# Dill and IBS



## Kitty (Dec 8, 2004)

Check out this page for info on Dill and it's medicinal uses. http://www.muscanet.com/~kschmitt/dill.html


----------



## Guest (Aug 3, 1999)

kitty, interesting, that is one I haven't tried and wouldn't be expensieve. In fact I know it grows like weeds..... Might give it a try







------------------ Don't make ME come down there!!. GOD


----------



## Kitty (Dec 8, 2004)

Joyce, I just bought Dill Weed and started using it today. I put some on my tuna fish sandwich and I have some in the bread I'm baking in my bread maker right now.
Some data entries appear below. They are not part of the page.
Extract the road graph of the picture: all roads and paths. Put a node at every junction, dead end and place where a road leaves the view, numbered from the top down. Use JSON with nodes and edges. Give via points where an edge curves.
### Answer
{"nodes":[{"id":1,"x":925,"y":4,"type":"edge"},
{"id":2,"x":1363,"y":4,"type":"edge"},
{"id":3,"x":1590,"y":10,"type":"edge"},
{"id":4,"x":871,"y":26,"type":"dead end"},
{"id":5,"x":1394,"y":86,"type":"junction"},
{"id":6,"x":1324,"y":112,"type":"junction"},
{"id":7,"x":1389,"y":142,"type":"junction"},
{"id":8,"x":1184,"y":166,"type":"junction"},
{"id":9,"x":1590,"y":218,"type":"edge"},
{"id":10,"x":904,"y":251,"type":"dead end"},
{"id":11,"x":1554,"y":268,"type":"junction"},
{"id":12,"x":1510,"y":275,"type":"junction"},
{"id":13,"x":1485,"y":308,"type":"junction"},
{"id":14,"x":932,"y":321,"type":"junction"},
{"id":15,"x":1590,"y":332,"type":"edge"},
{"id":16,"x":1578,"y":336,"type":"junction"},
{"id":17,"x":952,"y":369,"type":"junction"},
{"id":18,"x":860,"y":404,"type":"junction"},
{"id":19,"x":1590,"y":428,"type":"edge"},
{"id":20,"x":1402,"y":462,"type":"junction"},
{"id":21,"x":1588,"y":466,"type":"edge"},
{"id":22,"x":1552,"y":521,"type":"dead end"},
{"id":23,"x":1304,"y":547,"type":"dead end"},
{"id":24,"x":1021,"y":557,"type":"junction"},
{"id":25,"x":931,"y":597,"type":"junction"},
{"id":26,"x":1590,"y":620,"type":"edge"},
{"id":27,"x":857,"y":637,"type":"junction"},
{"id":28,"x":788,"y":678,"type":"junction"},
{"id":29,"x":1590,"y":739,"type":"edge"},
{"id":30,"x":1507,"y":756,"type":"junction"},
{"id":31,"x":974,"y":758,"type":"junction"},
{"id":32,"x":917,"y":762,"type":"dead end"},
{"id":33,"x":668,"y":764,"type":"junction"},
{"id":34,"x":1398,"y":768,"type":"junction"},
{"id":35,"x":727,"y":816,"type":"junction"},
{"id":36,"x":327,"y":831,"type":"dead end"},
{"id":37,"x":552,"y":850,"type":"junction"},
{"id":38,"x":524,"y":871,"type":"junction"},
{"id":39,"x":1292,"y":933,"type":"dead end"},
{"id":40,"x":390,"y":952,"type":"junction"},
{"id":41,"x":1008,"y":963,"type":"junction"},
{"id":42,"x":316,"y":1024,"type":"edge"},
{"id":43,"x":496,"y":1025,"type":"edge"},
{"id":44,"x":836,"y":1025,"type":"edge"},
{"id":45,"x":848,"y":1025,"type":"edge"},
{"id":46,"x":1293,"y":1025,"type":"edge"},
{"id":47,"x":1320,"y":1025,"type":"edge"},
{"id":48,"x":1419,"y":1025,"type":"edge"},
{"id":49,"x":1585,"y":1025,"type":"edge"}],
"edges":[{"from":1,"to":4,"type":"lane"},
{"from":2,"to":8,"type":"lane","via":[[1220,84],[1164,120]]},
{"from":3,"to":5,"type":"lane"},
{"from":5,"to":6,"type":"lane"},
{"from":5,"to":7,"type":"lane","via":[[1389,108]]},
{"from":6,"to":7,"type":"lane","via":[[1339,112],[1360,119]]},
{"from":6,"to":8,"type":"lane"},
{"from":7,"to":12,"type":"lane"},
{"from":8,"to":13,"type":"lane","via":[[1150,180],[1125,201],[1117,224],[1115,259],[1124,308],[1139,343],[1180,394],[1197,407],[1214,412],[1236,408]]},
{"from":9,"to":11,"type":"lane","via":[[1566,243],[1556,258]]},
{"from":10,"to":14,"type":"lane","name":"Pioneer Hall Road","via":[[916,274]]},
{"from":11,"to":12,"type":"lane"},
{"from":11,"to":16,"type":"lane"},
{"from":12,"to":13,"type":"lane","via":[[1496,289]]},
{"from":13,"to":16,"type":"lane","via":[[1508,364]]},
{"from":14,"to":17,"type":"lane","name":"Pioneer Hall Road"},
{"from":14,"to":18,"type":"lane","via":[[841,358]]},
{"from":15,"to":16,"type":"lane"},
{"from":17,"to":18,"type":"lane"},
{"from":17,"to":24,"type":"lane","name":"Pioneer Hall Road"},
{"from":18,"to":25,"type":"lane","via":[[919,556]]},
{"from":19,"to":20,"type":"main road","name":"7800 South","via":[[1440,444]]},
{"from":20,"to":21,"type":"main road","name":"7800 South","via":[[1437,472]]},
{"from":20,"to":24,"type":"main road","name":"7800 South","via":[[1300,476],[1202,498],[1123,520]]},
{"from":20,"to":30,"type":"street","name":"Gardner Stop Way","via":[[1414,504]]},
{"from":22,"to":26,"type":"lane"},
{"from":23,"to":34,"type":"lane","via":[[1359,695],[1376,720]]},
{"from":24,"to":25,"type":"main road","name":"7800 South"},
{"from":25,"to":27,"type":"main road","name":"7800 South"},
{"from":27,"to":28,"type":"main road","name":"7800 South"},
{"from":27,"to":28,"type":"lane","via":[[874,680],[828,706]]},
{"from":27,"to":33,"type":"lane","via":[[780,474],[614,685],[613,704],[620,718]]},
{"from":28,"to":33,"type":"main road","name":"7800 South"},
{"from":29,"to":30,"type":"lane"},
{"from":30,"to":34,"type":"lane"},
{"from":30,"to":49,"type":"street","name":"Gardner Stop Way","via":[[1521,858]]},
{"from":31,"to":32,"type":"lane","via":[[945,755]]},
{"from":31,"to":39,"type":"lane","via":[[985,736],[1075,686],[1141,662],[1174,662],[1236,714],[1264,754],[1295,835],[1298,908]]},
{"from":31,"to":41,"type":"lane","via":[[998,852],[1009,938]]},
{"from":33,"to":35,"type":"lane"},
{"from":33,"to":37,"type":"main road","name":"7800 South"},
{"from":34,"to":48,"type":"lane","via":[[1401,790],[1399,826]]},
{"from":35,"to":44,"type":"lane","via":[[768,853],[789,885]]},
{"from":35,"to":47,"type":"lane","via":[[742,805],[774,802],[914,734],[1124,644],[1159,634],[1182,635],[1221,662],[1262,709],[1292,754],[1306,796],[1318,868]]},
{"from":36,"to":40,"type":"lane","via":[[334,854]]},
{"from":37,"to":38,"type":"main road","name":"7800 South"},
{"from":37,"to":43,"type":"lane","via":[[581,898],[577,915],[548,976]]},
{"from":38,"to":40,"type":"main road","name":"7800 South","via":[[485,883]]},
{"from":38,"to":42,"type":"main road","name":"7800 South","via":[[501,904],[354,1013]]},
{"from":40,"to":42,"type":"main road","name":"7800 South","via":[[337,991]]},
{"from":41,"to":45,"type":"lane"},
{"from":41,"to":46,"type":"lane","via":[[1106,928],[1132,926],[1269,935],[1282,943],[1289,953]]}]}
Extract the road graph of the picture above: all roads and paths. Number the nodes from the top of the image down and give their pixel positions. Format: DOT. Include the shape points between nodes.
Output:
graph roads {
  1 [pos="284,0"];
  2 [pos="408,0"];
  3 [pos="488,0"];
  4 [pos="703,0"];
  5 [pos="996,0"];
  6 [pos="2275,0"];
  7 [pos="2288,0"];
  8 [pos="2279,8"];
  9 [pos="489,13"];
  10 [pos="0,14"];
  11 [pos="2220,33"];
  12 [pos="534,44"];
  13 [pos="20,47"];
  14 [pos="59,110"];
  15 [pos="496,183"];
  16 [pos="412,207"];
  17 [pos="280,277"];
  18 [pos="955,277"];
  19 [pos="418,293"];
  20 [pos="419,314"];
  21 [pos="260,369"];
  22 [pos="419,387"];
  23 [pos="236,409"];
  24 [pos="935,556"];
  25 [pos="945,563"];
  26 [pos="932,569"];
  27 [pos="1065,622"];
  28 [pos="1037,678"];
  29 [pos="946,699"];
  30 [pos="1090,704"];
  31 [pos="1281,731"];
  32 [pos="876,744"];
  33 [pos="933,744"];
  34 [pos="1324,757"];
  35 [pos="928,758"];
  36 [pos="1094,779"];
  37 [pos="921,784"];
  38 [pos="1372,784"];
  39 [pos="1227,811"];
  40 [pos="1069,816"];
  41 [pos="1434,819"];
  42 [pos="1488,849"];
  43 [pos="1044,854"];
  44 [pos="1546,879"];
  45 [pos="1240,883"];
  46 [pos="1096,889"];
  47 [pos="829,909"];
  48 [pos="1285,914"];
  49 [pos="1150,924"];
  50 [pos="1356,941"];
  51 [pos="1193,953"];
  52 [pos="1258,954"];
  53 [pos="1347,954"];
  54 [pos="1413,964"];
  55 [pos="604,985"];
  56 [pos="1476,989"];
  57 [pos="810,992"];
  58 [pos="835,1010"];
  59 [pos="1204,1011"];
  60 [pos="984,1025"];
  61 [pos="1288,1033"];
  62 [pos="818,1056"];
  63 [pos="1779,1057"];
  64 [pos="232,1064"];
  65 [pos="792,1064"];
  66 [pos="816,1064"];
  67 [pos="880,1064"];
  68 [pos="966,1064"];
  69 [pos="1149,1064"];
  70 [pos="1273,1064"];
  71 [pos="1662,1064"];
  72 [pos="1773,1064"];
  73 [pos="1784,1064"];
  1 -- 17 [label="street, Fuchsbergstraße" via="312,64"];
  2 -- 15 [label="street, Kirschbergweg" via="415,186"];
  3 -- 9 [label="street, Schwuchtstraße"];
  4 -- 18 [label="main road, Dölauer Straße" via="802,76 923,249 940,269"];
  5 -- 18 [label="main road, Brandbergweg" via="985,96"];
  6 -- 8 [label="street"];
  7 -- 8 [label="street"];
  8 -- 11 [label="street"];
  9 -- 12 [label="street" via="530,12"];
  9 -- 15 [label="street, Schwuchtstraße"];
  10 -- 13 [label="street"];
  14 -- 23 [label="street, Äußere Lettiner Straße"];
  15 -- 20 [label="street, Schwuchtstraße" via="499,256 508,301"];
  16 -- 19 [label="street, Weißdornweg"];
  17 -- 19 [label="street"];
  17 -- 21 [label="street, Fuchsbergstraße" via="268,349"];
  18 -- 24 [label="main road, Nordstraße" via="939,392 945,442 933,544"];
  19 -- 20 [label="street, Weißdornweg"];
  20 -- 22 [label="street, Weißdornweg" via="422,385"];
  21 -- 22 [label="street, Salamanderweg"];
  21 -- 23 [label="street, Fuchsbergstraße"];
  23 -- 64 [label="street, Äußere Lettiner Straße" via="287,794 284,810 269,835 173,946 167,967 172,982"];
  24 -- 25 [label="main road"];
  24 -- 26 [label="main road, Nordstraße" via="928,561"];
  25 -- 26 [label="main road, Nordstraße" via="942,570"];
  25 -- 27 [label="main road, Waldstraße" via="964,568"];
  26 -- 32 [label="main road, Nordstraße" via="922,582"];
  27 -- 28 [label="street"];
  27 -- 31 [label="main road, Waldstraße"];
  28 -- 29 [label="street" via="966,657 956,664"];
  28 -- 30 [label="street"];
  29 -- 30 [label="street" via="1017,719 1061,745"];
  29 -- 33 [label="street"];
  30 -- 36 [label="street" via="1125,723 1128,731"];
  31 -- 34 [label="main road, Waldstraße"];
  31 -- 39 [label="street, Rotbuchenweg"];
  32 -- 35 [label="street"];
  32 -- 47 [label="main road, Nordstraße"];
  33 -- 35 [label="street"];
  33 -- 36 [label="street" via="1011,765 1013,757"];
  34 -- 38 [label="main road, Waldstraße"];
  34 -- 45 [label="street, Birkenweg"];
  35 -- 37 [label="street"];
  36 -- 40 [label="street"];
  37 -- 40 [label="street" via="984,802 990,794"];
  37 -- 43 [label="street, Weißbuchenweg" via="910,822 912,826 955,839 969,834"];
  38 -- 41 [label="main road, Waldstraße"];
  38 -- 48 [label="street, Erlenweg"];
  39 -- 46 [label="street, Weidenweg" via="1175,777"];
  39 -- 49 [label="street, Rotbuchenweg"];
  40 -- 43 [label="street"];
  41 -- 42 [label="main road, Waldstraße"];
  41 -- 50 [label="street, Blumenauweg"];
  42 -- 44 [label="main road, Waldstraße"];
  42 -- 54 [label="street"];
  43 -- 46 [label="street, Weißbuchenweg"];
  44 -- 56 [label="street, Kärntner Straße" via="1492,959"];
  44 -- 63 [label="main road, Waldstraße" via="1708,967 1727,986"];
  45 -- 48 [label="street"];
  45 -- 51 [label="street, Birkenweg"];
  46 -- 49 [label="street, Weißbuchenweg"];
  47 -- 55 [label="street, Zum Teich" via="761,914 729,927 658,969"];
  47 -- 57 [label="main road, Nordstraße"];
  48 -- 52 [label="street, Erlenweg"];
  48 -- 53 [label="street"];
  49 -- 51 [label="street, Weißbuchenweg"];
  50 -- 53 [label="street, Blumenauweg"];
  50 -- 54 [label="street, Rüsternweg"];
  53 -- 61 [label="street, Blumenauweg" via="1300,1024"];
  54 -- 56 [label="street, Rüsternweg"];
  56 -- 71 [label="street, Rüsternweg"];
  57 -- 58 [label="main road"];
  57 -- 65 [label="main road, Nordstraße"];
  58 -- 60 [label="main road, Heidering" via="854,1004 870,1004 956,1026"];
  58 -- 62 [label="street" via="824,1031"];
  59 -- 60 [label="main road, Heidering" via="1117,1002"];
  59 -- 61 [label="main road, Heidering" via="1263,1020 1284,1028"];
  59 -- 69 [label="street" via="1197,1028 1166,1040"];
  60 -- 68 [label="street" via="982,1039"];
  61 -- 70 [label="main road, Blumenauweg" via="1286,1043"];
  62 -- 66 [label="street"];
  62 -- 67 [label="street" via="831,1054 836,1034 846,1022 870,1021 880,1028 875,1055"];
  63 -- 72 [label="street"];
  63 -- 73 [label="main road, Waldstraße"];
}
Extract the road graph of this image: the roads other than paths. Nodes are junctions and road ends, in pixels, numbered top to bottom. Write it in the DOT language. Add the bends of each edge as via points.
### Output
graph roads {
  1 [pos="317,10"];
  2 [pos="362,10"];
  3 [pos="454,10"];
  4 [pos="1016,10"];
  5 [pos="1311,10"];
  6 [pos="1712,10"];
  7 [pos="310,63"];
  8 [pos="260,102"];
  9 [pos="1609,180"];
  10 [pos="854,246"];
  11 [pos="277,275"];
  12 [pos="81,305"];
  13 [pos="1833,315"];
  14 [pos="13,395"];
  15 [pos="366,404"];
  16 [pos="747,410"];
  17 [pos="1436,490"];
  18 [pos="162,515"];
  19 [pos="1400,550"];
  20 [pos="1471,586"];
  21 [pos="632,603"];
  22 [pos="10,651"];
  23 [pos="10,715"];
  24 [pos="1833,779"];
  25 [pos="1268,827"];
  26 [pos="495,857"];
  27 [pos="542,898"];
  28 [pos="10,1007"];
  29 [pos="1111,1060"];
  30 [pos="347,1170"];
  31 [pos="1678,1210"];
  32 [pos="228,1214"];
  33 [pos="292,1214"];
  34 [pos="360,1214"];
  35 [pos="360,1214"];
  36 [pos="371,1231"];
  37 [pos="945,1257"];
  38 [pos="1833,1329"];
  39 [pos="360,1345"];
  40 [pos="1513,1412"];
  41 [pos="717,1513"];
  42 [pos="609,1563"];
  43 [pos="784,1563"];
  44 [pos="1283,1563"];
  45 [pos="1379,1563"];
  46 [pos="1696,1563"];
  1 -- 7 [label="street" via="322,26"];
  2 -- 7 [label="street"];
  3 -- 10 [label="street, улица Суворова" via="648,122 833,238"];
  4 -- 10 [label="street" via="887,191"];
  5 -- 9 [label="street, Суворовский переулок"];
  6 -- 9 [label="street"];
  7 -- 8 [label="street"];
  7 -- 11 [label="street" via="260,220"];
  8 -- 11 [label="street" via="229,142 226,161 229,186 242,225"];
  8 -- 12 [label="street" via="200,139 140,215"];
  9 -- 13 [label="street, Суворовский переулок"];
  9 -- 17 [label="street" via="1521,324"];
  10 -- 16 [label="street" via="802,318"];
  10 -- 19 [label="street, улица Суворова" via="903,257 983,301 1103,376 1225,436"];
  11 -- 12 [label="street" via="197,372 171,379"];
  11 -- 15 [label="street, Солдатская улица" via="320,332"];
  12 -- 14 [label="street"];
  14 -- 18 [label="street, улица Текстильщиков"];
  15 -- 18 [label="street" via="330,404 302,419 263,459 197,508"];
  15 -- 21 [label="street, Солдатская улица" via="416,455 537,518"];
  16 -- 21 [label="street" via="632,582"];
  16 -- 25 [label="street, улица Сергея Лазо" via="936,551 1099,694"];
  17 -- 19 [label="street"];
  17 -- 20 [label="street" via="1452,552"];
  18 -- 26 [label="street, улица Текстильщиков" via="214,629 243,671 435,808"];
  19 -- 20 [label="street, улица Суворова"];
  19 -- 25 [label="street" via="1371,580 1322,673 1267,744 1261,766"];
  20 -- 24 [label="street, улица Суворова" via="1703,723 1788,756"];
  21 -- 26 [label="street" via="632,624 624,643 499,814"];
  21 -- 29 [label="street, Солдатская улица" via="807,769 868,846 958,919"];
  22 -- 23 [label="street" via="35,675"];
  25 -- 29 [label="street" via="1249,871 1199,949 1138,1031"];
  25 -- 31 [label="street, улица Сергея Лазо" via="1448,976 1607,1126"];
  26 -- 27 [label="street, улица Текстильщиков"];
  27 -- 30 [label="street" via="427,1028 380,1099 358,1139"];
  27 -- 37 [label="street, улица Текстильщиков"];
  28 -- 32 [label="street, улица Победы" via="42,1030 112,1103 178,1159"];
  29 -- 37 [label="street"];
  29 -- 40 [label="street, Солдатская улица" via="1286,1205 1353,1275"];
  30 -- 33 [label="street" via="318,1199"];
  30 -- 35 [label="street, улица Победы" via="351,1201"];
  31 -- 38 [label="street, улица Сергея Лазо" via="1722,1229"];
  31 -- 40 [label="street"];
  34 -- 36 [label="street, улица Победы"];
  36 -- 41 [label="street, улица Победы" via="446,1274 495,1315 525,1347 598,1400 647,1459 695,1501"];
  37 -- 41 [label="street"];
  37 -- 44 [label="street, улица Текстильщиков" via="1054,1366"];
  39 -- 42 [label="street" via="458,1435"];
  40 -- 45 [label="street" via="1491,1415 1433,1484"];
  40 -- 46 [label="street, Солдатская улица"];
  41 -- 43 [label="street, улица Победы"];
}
I need to find out which is better for gas though - the seed or the leaf (seed or the weed - hehe). I'll tell you if I find out anything.


----------



## Ty (Mar 8, 1999)

Here's some more dill info.







Fast facts: improves digestion, eases colic, fights flatulence, prevents infectious diarrhea in children. Ever wonder how dill got into dill pickles? Flavor enhancement is only part of the reason. The herb is also a natural preservative, and in the days before refrigeration, vegetables were often pickled in vinegar or brine to preserve them. With dill added, they lasted even longer. Dill also helped settle the stomach, because the herb is a digestive aid. In fact, the ancient Egyptians, Greeks, Romans and Chinese all used dill to soothe the stomach. The Vikings also appreciated dill's digestive benefits. Our word dill comes from the Old Norse dilla, to lull or soothe. During the Middle Ages, dill was used to protect against witchcraft, and throughout history, cooled dill tea, or "dillwater," has been a popular folk remedy for infant colic. "Dillwater works," says Daniel B. Mowrey, Ph.D., director of the American Phytotherapy Research Laboratory in Salt Lake City, Utah, and author of The Scientific Validation of Herbal Medicine. "It's gentle enough for infants." "For colic, many herbalists recommenda combination of dill and fennel," says James A. Duke, Ph.D., a botanist retired from the U.S. Department of Agriculture and author of The CRC Handbook of Medicinal Herbs. "Both herbs contain stomach-soothing oils." Dill owes its preservative action to its ability to inhibit the growth of several bacteria (staphylococcus, streptococcus, pseudomonas and Escherichia coli). This effect suggests that it might help prevent another common early childhood gastrointestinal illness-infectious diarrhea caused by these same microorganisms. Traditional herbalists also recommended dill for prevention of flatulence, and perhaps there was something to this. The herb has anti-foaming action, suggesting that it might help break up gas bubbles. How to do dill:To brew a stomach-soothing tea, use two teaspoons of mashed seeds per cup of boiling water. Steep for ten minutes. Drink up to three cups a day. In a tincture, take 1/2 to 1 teaspoon up to three times a day. To treat colic or gas in children under two, give small amounts of a weak tea. In sensitive individuals, ingesting dill might cause skin rash, but the leaves, seeds and seed oil are generally considered nontoxic. If any skin irritation develops, discontinue use. http://health.yahoo.com/health/partner/pre...in_herbs_4.html


----------



## Kitty (Dec 8, 2004)

Thanks Ty for the info!!!!!!!!!!!!!! Next week I'm going to get dill seeds and try the tea.


----------